Of note, what the spec currently calls “OWL/RDF” is a bit more complex than what you describe below with your ”SPARQL converter”.

Mappings are represented as owl:Axiom, sure, but the exact type of axiom is dependent on the nature of the predicate, so not all mappings would be represented as

?mapping a owl:Axiom ;
         owl:annotedSubject ?subject_id ;
         owl:annotatedPredicate ?predicate_id ;
         owl:annotatedTarget ?object_id .

For example, if the predicate is an object property, then the mapping is expected to be rendered as an existential restriction:

?mapping a owl:Axiom ;
         owl:annotatedSubject ?subject_id ;
         owl:annotatedPredicate rdfs:subClassOf ; # <- NOT predicate_id !
         owl:annotatedTarget [ a owl:Restriction ;
                               owl:onProperty ?predicate_id ;
                               owl:someValuesFrom ?object_id ] .

So what are talking about exactly here? Is there supposed to be two different “OWL/RDF” serialisations?

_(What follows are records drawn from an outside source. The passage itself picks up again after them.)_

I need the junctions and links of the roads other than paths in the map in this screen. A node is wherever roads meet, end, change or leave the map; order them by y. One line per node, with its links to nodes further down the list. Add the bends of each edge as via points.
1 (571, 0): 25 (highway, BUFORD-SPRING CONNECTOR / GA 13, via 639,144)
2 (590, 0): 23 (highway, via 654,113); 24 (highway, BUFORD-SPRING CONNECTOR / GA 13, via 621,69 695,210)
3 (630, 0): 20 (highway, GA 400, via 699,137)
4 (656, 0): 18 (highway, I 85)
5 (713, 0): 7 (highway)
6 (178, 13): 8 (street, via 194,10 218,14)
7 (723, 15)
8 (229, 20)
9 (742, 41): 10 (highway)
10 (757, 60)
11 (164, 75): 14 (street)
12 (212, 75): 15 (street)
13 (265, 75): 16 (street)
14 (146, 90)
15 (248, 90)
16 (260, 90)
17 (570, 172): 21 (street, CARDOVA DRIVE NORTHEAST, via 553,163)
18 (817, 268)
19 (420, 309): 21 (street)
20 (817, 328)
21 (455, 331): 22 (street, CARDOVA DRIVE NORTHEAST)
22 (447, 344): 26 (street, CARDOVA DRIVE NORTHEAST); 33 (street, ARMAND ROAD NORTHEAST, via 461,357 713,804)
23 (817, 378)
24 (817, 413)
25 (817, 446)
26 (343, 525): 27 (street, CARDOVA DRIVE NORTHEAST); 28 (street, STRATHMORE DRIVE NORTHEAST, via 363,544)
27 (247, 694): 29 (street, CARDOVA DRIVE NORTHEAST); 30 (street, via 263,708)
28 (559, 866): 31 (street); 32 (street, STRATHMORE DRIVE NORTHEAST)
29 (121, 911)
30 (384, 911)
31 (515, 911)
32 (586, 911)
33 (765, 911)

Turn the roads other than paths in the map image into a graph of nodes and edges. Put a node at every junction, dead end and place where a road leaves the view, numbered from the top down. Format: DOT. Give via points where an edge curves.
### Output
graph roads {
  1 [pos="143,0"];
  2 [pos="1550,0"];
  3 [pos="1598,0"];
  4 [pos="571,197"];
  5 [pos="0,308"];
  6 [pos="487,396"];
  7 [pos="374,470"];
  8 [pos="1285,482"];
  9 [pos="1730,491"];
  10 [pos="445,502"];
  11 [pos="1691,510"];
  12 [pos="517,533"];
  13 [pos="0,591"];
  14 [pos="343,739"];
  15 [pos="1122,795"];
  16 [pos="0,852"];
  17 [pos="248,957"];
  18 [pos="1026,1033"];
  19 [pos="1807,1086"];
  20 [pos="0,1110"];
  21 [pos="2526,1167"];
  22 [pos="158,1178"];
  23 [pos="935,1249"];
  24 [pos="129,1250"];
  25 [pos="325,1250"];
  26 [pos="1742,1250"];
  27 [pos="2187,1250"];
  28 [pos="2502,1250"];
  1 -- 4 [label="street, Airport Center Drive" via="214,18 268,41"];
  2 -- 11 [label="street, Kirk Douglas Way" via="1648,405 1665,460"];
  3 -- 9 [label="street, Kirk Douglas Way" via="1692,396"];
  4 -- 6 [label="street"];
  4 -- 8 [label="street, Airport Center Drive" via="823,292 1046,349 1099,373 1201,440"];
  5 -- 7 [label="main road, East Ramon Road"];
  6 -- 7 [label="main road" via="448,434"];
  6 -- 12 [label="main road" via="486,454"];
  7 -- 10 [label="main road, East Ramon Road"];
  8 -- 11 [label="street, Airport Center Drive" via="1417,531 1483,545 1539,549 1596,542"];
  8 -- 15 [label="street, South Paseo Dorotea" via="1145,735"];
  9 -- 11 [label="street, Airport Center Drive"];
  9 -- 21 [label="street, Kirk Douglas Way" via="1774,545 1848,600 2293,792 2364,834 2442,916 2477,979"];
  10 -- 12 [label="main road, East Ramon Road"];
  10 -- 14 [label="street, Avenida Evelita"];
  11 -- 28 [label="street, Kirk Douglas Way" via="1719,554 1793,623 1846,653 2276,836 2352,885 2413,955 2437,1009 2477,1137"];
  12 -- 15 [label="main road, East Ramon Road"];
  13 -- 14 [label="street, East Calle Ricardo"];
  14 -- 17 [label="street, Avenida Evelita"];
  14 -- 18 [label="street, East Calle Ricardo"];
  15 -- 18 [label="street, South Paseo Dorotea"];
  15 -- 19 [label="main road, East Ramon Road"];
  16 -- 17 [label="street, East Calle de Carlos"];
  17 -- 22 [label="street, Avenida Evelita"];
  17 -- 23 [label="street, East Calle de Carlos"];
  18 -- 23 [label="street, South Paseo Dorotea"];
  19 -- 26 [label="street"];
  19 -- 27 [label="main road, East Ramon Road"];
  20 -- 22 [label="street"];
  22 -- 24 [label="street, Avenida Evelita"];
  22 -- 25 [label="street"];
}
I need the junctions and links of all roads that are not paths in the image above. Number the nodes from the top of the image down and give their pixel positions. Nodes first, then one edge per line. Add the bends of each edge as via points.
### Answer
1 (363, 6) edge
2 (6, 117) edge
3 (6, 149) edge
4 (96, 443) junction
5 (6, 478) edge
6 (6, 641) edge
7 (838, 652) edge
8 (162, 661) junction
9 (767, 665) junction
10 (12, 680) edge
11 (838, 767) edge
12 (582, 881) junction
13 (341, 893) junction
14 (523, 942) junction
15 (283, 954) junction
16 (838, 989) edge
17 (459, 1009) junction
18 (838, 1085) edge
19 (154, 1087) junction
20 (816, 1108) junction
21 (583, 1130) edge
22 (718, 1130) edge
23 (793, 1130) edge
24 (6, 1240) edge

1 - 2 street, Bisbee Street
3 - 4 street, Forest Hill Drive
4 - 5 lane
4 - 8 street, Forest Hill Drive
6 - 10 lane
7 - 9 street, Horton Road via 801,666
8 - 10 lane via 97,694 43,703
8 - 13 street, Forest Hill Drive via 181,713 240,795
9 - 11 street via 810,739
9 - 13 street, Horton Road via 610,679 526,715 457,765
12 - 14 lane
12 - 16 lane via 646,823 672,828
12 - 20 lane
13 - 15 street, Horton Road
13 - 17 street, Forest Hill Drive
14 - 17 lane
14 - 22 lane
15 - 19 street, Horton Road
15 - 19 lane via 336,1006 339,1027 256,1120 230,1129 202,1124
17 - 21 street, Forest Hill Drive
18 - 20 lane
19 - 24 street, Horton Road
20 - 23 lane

matentzn · 2025-07-11T18:05:43Z

matentzn
Jul 11, 2025
Maintainer

Aside from the decision to make SSSOM flat, I am a little conflicted now on modelling the core mapping triple using OWL reification in the RDF serialisation.

Since we do need the OWL serialisation separately, I wonder if:

We should not use OWL reification in the RDF serialisation and
Define the OWL serialisation as a SPARQL CONSTRUCT query and introduce reification there

I know this is a very bad thing to propose after SSSOM 1.0 but well, I wanted at least to say it out loud.

6 replies

matentzn Jul 11, 2025
Maintainer

Right?

Yes, that is what I mean.

Define the OWL serialisation as a SPARQL CONSTRUCT query

Instead of writing a spec for OWL, you just keep a mapping file that converts the RDF serialisation into OWL. This is pseudocode so you get an idea:

PREFIX sssom: <http://w3id.org/sssom/schema/>
PREFIX rdf: <http://www.w3.org/1999/02/22-rdf-syntax-ns#>

CONSTRUCT {
# This is how it will look like in OWL
  [ ] a owl:Axiom ;
        owl:annotatedSubject ?subject ;
        owl:annotatedPredicate ?predicate ;
        owl:annotatedTarget ?object ;
        ?p ?x .
}
WHERE {
# This is how a mapping looks like in RDF
  ?mapping
    sssom:subject_id ?subject ;
    sssom:predicate_id ?predicate ;
    sssom:object_id ?object ;
   ?p ?x .

}

Obviously this is not thought through yet but thinking.

gouttegd Jul 11, 2025
Maintainer Author

Instead of writing a spec for OWL, you just keep a mapping file that converts the RDF serialisation into OWL.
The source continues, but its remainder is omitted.